Less than a year later, Alexander filed for divorce in the Austrian courts. Schlesinger tried to have his wife committed to a mental institution with the help of a psychiatrist friend. His plan was thwarted by a suspicious hospital administrator who commissioned an independent police psychiatrist to assess her. The police psychiatrist concluded that the diagnosis had been fabricated and instead arranged to have Schlesinger evicted from the family home after deeming him a danger to the mother and children. For the next year and a half the children did not spend a single night away from their mother, while Schlesinger had limited and supervised visiting rights to the children. Meanwhile, the custody case slowly worked its way through the courts.

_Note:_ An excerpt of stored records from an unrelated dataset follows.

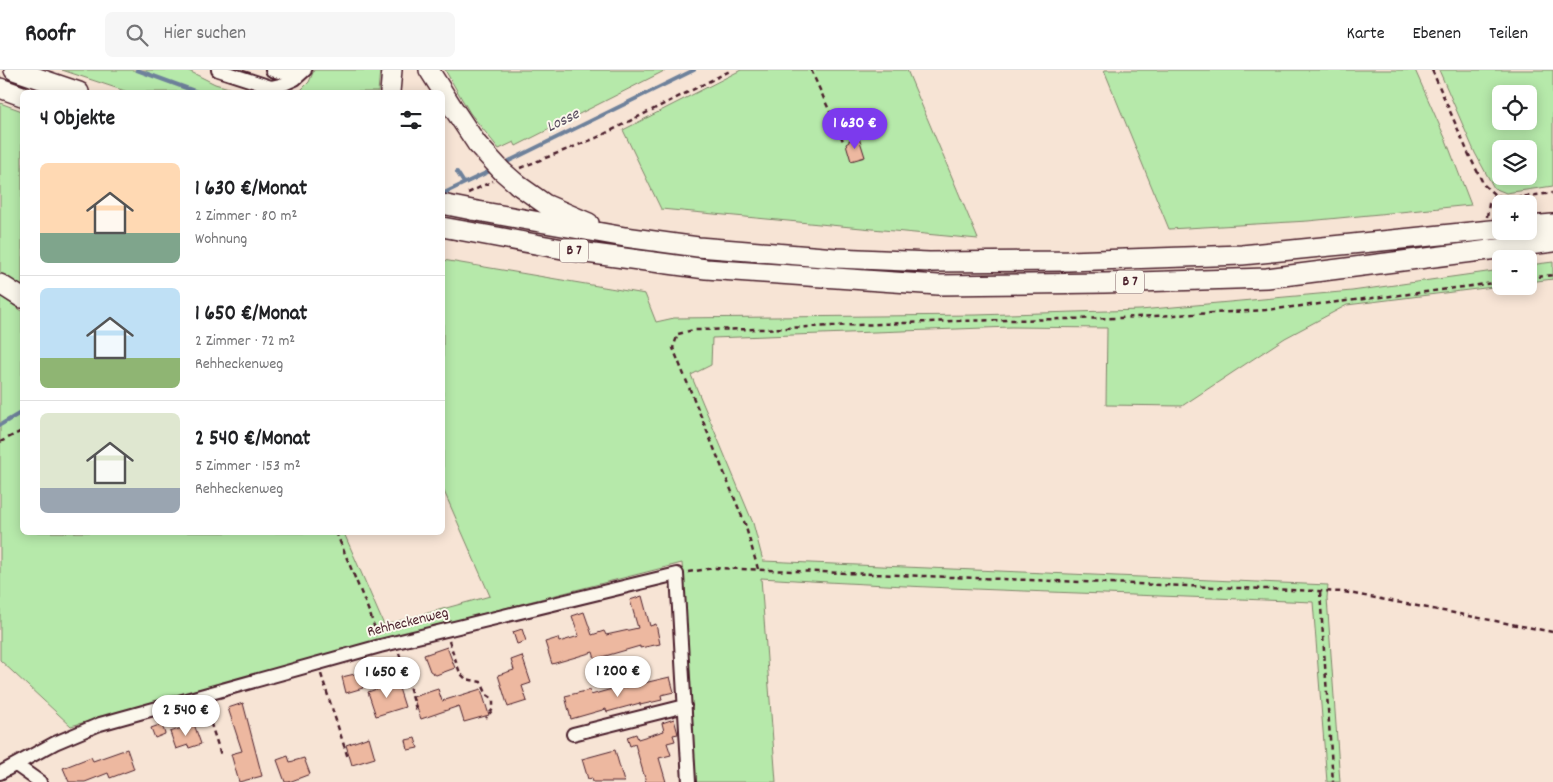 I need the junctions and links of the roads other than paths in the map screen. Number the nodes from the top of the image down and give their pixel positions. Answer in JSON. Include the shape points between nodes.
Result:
{"nodes":[{"id":1,"x":14,"y":70,"type":"edge"},
{"id":2,"x":218,"y":70,"type":"edge"},
{"id":3,"x":272,"y":70,"type":"edge"},
{"id":4,"x":305,"y":70,"type":"edge"},
{"id":5,"x":392,"y":70,"type":"edge"},
{"id":6,"x":429,"y":70,"type":"edge"},
{"id":7,"x":0,"y":88,"type":"edge"},
{"id":8,"x":73,"y":90,"type":"edge"},
{"id":9,"x":390,"y":90,"type":"edge"},
{"id":10,"x":442,"y":90,"type":"edge"},
{"id":11,"x":20,"y":95,"type":"edge"},
{"id":12,"x":445,"y":95,"type":"edge"},
{"id":13,"x":445,"y":204,"type":"edge"},
{"id":14,"x":1492,"y":224,"type":"edge"},
{"id":15,"x":1553,"y":224,"type":"edge"},
{"id":16,"x":1537,"y":225,"type":"edge"},
{"id":17,"x":445,"y":228,"type":"edge"},
{"id":18,"x":625,"y":237,"type":"junction"},
{"id":19,"x":1553,"y":242,"type":"edge"},
{"id":20,"x":0,"y":284,"type":"edge"},
{"id":21,"x":20,"y":297,"type":"edge"},
{"id":22,"x":685,"y":706,"type":"junction"},
{"id":23,"x":573,"y":734,"type":"dead end"},
{"id":24,"x":16,"y":765,"type":"junction"},
{"id":25,"x":0,"y":773,"type":"edge"},
{"id":26,"x":40,"y":782,"type":"edge"},
{"id":27,"x":689,"y":782,"type":"edge"}],
"edges":[{"from":1,"to":8,"type":"highway"},
{"from":2,"to":4,"type":"street","via":[[271,87],[295,79]]},
{"from":3,"to":4,"type":"street","via":[[294,74]]},
{"from":5,"to":9,"type":"highway"},
{"from":6,"to":10,"type":"highway","bridge":true},
{"from":7,"to":11,"type":"highway"},
{"from":12,"to":18,"type":"highway","bridge":true,"via":[[477,144],[502,171],[519,176],[546,204]]},
{"from":13,"to":18,"type":"highway","number":"B 7","bridge":true,"via":[[470,202]]},
{"from":14,"to":18,"type":"highway","number":"B 7","via":[[1242,255],[1058,261],[929,262],[836,258]]},
{"from":15,"to":16,"type":"highway"},
{"from":17,"to":19,"type":"highway","number":"B 7","via":[[579,252],[706,269],[938,285],[1268,278]]},
{"from":20,"to":21,"type":"highway"},
{"from":22,"to":23,"type":"street"},
{"from":22,"to":24,"type":"street","name":"Rehheckenweg","via":[[677,574],[380,646],[100,724],[55,743]]},
{"from":22,"to":27,"type":"street"},
{"from":24,"to":25,"type":"street","name":"Rehheckenweg"},
{"from":24,"to":26,"type":"street"}]}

Alexander claims that Schlesinger is a family friend of a high court judge in Austria who influenced the trial judge in the custody case. The trial judge, Susanne Göttlicher, appointed a child psychologist who deemed Alexander unfit for parenting. “The mother has limited parenting abilities,” the psychologist found. “She inadequately interacts and bonds with her children.” The forcible seizure of the children followed on July 25, 2011. Alexander maintains that the court manipulated the 2011 report’s findings to get the desired result — awarding of custody to the father. The psychologist who tested her, she said, had no qualifications in adult psychiatry. After the children were taken, she had herself reassessed privately, leading to a second court-commissioned evaluation. Both reports contradicted the initial report and found that she was perfectly sane and a good mother. But Göttlicher has declined to accept these reports in evidence. Alexander, claiming bias, asked that the case be moved to another jurisdiction and that the judge be replaced, but her applications were denied by a lower court. She has appealed the decision and asked for an investigation of Göttlicher.

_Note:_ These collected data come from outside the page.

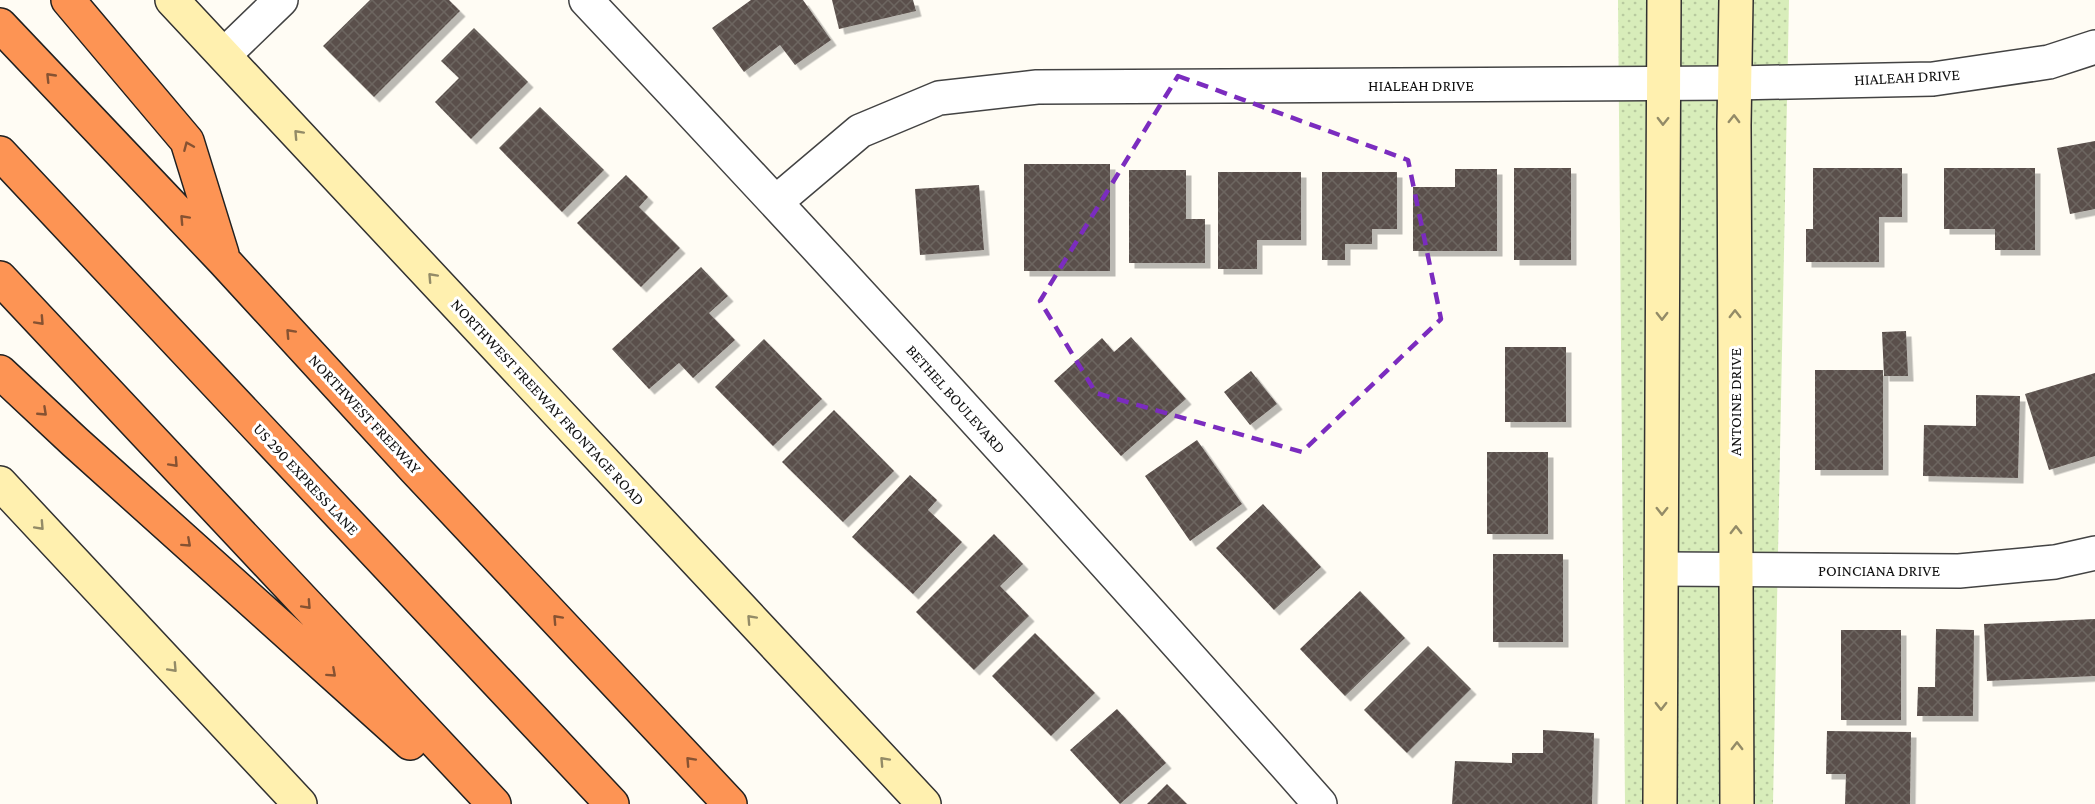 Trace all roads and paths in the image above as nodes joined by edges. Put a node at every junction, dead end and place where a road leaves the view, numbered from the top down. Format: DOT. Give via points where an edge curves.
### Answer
graph roads {
  1 [pos="68,0"];
  2 [pos="172,0"];
  3 [pos="281,0"];
  4 [pos="586,0"];
  5 [pos="1664,0"];
  6 [pos="1736,0"];
  7 [pos="0,25"];
  8 [pos="2095,47"];
  9 [pos="224,55"];
  10 [pos="1664,83"];
  11 [pos="1735,83"];
  12 [pos="0,153"];
  13 [pos="776,202"];
  14 [pos="224,261"];
  15 [pos="0,278"];
  16 [pos="0,372"];
  17 [pos="0,483"];
  18 [pos="2095,553"];
  19 [pos="1662,569"];
  20 [pos="1736,569"];
  21 [pos="300,804"];
  22 [pos="477,804"];
  23 [pos="494,804"];
  24 [pos="612,804"];
  25 [pos="730,804"];
  26 [pos="924,804"];
  27 [pos="1320,804"];
  28 [pos="1660,804"];
  29 [pos="1737,804"];
  14 -- 1 [label="highway, one-way" via="187,141"];
  2 -- 9 [label="main road, NORTHWEST FREEWAY FRONTAGE ROAD"];
  3 -- 9 [label="street"];
  4 -- 13 [label="street, BETHEL BOULEVARD"];
  5 -- 10 [label="main road"];
  6 -- 11 [label="main road, ANTOINE DRIVE"];
  14 -- 7 [label="highway, NORTHWEST FREEWAY, one-way"];
  8 -- 11 [label="street, HIALEAH DRIVE" via="2049,62 1933,79"];
  26 -- 9 [label="main road, NORTHWEST FREEWAY FRONTAGE ROAD, one-way"];
  10 -- 11 [label="street, HIALEAH DRIVE"];
  10 -- 13 [label="street, HIALEAH DRIVE" via="1037,87 939,98 860,131"];
  10 -- 19 [label="main road, one-way"];
  20 -- 11 [label="main road, ANTOINE DRIVE, one-way"];
  12 -- 24 [label="highway, US 290 EXPRESS LANE"];
  13 -- 27 [label="street, BETHEL BOULEVARD"];
  25 -- 14 [label="highway, NORTHWEST FREEWAY, one-way"];
  15 -- 23 [label="highway, one-way"];
  16 -- 22 [label="highway, one-way"];
  17 -- 21 [label="main road, one-way"];
  18 -- 20 [label="street, POINCIANA DRIVE" via="2055,562 1959,571"];
  19 -- 20 [label="street, POINCIANA DRIVE"];
  19 -- 28 [label="main road, one-way"];
  29 -- 20 [label="main road, ANTOINE DRIVE, one-way"];
}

The worst part of this terrible story is that the boys are suffering. While they had been in the full-time care of the mother prior to the seizure, they are now largely cared for by two Filipino nurses, Alexander said. Although they just turned 4, they are still in diapers and appear disturbed and confused. They hardly speak and have trouble interacting with others, the mother said.

Alexander told me that the state of her children only increases her resolve. “I just want my boys back in my arms where they belong,” she said. “I miss them so much and feel so powerless watching their childhood slipping away.”